## [Activity]
From the line containing "<button>−</button>" through the last line of the records, print every line exactly and nothing more.

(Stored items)
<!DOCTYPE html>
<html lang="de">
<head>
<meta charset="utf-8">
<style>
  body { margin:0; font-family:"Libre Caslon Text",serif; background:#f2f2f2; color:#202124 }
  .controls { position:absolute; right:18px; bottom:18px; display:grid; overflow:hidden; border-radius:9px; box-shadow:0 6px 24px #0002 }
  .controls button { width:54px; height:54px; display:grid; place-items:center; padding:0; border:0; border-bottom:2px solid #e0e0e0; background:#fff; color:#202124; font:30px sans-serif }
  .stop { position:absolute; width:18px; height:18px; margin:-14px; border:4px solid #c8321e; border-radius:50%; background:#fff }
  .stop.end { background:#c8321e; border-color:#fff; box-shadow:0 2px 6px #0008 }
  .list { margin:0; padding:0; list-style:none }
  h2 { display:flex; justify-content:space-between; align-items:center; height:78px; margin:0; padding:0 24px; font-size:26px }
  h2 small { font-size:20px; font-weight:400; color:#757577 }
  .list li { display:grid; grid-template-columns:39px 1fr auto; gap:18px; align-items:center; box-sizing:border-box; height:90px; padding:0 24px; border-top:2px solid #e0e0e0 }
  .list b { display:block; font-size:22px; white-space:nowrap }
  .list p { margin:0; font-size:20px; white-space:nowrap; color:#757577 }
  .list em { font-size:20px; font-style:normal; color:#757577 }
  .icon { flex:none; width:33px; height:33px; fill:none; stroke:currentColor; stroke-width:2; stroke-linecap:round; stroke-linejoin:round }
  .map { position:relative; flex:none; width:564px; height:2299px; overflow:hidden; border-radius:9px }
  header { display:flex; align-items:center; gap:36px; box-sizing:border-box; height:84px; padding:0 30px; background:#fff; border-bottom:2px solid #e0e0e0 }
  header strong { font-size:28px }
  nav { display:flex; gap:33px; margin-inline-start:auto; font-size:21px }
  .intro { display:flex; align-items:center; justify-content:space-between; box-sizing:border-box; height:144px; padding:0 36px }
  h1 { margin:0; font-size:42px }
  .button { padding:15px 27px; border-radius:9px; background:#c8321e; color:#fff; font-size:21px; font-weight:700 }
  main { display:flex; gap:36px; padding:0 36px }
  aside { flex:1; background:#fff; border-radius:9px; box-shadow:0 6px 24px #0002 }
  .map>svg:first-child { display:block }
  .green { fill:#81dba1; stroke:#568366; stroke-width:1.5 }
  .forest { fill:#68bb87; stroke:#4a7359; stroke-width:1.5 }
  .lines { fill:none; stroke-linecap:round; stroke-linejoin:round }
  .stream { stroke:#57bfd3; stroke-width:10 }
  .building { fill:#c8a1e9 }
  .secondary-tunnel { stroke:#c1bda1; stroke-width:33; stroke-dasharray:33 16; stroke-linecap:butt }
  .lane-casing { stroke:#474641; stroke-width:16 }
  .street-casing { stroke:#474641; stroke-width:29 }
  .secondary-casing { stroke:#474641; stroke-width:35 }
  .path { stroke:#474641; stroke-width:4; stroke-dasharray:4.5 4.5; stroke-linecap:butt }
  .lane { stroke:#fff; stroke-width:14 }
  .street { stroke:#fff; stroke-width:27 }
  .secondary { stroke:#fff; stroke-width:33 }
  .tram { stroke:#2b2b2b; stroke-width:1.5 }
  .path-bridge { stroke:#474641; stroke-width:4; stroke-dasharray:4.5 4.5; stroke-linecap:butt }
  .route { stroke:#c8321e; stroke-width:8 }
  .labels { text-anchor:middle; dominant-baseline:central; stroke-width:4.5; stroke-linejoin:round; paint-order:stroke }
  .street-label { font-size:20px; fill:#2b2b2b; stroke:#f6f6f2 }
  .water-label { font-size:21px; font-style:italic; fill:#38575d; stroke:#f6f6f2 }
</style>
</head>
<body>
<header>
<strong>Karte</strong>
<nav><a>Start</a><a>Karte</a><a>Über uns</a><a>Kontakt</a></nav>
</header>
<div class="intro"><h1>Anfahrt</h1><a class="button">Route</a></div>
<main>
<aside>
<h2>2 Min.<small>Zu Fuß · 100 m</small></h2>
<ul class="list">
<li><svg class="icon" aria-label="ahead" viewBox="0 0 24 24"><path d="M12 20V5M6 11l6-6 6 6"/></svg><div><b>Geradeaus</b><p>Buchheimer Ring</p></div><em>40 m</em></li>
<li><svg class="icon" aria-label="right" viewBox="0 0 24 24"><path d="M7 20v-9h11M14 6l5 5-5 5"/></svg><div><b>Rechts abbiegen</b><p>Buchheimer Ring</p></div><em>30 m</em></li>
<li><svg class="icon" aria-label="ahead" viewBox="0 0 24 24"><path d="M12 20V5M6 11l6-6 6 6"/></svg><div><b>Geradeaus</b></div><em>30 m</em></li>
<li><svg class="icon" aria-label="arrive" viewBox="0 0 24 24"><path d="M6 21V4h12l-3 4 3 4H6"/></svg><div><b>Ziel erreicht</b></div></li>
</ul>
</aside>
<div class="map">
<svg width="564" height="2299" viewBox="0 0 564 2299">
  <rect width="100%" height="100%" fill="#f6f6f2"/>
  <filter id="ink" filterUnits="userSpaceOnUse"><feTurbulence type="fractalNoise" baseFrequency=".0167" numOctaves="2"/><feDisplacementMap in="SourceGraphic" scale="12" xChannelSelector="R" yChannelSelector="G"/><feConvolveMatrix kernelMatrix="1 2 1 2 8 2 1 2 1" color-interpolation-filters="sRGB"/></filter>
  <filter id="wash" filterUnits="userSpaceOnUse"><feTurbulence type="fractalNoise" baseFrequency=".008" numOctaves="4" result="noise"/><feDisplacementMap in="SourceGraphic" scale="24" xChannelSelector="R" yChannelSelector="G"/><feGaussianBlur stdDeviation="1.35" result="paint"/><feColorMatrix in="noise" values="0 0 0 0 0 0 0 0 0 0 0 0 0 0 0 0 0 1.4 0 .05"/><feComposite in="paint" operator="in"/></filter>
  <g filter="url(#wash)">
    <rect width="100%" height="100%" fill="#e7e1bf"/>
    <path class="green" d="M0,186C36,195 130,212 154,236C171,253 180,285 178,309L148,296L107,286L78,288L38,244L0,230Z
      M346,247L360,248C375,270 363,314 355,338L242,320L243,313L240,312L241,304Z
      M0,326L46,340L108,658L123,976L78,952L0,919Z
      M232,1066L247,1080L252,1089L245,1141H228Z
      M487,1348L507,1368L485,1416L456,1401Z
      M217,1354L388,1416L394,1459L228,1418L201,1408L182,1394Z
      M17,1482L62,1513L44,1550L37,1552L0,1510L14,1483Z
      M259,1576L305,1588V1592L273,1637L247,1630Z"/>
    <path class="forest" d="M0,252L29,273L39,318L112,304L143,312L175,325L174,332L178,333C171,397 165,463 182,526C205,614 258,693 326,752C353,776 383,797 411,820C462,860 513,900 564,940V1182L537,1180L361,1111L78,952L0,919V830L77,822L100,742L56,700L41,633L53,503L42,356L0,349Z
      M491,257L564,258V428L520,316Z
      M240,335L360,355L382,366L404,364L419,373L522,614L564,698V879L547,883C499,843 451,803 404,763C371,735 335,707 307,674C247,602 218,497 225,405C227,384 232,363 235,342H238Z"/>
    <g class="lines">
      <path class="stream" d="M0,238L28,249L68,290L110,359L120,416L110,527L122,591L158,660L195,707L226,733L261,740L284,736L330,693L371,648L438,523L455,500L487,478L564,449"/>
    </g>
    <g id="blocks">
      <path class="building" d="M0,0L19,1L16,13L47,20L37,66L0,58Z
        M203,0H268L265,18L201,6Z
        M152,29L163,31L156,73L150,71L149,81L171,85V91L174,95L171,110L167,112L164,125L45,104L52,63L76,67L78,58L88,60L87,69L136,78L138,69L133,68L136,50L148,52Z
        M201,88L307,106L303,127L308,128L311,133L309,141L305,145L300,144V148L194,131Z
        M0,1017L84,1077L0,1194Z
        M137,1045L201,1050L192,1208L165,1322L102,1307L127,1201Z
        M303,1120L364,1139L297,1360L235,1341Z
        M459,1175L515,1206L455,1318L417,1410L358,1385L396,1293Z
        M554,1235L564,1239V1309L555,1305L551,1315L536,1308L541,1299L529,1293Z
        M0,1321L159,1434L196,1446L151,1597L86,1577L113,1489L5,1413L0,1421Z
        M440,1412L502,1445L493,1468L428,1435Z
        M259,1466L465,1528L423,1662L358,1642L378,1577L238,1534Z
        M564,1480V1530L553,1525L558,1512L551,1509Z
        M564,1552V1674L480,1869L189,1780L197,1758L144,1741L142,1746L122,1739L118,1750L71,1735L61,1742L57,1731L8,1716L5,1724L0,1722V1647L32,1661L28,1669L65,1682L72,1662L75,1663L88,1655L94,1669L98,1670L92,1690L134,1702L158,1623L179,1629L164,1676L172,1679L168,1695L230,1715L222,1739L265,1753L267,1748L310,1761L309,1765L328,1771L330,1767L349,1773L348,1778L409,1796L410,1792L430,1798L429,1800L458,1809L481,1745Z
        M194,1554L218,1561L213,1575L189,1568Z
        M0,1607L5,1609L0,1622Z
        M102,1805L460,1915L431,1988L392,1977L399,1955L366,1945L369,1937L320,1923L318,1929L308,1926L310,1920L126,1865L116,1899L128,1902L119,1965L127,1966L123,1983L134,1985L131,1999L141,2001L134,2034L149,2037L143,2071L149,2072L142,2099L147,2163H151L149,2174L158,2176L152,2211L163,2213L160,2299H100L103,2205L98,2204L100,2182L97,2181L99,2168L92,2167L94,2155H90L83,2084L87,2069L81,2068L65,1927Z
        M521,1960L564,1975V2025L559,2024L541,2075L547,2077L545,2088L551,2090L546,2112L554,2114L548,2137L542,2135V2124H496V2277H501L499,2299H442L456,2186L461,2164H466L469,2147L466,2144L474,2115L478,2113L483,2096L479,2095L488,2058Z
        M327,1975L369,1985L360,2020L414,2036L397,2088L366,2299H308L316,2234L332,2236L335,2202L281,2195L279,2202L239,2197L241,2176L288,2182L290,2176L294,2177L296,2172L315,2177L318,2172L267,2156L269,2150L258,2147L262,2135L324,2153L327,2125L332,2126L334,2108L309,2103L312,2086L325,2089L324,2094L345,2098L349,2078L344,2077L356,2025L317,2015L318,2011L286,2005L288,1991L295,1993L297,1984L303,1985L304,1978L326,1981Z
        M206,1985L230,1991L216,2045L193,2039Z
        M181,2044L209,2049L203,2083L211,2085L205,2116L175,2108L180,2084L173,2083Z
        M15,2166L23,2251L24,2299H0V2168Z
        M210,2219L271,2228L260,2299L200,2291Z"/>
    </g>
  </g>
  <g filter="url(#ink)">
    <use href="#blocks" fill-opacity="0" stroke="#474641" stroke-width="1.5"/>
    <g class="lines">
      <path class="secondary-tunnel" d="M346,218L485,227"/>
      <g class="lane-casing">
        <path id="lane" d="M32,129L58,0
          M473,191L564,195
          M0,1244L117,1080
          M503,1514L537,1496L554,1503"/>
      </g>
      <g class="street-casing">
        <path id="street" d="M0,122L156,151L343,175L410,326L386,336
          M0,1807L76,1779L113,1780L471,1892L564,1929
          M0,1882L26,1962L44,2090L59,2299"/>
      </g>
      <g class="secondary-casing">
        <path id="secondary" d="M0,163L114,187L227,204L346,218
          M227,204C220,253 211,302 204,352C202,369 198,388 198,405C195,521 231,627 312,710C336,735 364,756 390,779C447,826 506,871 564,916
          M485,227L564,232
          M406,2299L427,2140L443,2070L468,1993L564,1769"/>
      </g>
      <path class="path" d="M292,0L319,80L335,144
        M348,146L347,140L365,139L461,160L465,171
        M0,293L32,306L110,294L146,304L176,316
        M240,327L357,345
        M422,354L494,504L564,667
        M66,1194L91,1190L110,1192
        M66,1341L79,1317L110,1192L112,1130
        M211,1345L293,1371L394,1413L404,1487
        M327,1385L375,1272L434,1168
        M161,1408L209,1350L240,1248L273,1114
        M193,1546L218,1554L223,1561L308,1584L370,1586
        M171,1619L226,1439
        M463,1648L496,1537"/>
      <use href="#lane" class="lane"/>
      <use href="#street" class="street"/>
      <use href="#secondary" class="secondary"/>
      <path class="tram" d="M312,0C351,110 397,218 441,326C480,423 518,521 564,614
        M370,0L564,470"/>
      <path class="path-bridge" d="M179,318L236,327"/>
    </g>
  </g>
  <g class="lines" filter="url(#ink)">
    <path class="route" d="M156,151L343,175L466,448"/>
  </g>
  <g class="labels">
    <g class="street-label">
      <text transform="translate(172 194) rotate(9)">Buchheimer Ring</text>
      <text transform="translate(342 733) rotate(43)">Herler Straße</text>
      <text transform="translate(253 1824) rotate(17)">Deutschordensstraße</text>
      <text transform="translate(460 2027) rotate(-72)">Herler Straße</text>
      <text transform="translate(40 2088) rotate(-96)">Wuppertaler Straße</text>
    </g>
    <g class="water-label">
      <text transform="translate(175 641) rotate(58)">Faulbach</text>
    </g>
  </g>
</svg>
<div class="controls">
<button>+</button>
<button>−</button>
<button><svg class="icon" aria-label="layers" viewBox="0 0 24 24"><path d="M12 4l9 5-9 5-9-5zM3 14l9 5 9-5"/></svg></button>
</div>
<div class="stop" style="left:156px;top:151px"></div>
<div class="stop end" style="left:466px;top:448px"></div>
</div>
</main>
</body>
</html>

## [Response to the exercise]
<button>−</button>
<button><svg class="icon" aria-label="layers" viewBox="0 0 24 24"><path d="M12 4l9 5-9 5-9-5zM3 14l9 5 9-5"/></svg></button>
</div>
<div class="stop" style="left:156px;top:151px"></div>
<div class="stop end" style="left:466px;top:448px"></div>
</div>
</main>
</body>
</html>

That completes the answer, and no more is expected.